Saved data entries
· · · · ·
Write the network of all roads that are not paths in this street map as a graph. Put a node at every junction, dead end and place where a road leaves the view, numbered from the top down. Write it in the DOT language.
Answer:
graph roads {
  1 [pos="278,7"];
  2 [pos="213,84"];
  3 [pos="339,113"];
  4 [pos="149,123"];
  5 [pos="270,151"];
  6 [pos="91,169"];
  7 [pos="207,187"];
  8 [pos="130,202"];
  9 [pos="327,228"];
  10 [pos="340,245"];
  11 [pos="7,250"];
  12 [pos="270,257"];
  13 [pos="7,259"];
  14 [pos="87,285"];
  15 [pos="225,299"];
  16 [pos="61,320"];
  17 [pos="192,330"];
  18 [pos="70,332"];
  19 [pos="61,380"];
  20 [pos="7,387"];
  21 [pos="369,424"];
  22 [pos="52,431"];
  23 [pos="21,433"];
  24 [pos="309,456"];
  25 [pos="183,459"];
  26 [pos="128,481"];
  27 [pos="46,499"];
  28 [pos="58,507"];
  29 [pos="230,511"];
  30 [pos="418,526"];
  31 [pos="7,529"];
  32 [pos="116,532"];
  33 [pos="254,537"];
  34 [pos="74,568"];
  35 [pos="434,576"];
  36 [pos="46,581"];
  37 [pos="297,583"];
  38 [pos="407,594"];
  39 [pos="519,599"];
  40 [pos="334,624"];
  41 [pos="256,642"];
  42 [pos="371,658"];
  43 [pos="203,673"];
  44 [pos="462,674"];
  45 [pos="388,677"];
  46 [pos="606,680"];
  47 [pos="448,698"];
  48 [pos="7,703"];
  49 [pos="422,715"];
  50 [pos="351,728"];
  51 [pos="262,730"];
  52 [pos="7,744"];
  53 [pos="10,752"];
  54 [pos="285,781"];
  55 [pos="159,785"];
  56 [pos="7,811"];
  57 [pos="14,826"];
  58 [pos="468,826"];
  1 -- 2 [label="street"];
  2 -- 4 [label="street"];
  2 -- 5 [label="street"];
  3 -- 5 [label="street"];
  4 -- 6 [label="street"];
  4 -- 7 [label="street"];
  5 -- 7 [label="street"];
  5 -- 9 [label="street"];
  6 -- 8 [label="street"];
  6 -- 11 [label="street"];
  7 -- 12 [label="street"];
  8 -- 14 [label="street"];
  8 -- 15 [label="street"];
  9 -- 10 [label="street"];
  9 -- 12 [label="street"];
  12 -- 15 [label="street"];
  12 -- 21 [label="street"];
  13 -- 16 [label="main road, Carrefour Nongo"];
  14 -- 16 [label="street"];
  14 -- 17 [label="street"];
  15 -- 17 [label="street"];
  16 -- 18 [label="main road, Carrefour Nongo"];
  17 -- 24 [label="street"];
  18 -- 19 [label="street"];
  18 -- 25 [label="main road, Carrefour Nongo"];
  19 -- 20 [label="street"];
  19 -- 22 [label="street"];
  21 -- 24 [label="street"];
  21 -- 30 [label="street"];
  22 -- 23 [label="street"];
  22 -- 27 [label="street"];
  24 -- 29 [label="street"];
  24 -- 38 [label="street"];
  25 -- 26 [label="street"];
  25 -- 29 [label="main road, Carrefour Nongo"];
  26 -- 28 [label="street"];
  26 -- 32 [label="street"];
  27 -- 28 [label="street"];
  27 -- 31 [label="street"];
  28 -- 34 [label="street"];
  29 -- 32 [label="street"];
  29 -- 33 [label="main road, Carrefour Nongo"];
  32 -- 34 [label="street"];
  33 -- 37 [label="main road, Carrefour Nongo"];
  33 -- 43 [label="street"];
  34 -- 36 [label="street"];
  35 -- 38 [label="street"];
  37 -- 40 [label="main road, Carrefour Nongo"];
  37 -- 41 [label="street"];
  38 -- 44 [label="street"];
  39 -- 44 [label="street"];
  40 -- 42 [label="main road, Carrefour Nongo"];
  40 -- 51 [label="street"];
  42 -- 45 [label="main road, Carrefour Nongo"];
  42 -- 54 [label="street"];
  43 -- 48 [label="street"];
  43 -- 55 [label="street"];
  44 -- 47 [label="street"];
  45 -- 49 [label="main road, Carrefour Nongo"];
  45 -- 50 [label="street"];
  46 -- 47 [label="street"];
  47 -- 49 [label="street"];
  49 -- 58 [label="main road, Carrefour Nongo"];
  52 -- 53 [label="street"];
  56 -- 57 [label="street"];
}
· · · · ·
[Task prompt] Of the records above, copy each line that includes "roads".

[Solution to the problem]
Write the network of all roads that are not paths in this street map as a graph. Put a node at every junction, dead end and place where a road leaves the view, numbered from the top down. Write it in the DOT language.
graph roads {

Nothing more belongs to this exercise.